Name : Alison Halstead

Age : 50

Job : Dean of learning and teaching, Wolverhampton University.

Salary : Salary is fine, but the tax kills it.

Background : Physics undergraduate at Imperial College London, PhD in materials engineering with the Cabot Corporation on the failure mechanisms of complex cobalt wear-resistant alloys. Worked in industry, then did a postgraduate certificate in teaching in further education and higher education before working at Brunel, Coventry and the Open universities.

I've been at Wolverhampton for three years.

Working hours : Office hours are 7.45am to 4pm (to beat the traffic). I try not to work at weekends, but with deadlines for papers and bids I can be antisocial at times.

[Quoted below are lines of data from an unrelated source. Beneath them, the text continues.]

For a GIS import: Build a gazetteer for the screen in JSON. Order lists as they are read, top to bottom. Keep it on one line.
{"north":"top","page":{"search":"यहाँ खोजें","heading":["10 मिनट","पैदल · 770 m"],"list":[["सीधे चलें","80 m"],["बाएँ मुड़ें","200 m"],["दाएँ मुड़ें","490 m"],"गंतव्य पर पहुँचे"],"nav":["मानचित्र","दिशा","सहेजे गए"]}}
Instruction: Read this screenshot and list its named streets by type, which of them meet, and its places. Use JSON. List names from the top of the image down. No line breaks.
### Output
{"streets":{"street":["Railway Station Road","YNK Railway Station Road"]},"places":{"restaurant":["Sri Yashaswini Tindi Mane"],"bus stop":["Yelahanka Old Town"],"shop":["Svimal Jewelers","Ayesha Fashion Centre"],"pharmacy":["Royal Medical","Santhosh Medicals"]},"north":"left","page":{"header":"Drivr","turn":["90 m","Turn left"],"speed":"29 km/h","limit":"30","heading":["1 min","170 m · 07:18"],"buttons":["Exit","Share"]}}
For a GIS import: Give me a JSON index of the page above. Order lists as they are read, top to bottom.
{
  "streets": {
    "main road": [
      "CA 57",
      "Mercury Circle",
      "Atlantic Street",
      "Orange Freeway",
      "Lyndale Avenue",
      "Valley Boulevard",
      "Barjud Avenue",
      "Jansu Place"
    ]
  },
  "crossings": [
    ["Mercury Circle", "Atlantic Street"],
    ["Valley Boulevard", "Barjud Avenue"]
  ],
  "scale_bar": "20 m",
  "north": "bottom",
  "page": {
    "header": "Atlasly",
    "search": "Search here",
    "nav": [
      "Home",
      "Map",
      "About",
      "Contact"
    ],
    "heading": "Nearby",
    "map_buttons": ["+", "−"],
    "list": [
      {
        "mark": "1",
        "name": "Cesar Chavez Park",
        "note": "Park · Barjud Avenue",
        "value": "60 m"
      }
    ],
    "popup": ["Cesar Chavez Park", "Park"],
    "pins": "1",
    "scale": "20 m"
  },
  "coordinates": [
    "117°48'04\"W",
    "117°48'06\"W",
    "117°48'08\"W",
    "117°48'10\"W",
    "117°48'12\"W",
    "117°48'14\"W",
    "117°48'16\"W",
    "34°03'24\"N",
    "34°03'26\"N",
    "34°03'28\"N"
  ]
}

Number of students you teach/staff you manage: I teach on professional development programmes and lead our Centre of Excellence in Teaching and Learning, a Higher Education Funding Council for England £4.5 million project with about 20 staff. We are all very different: e-learning, student support, educational development and researchers.

Biggest challenge : I was put forward for a national teaching fellowship, and writing the reflective account was unbelievably challenging. The pain was taken away when I got one, and I was ecstatic that Wolverhampton was the only university to be awarded three.

Biggest bugbear : Bureaucracy that has no benefits for staff or students. The audit method is dated, but it's good to see some changes that give more emphasis to enhancement.

How you solved it : Keep chipping away by asking "does it make a difference" and, if it doesn't, question why you do it.

Worst moment in university life : Jumping out a window of a ground-floor lecture hall in my first week as a lecturer because the door handle had mysteriously vanished.

What university facilities do you use? The virtual learning environment Wolf [Wolverhampton Online Learning Framework], the e-portfolio Pebble Pad, e-innovation studio, voting assessment kit and onlinejournals.

Who are the most difficult people you deal with? Staff who lack a "can-do" philosophy and try to stifle innovation. I find ways to move forward anyway.

Do you interact much with other parts of the university? I interact with a lot of schools and service departments, and as many staff and students as I can.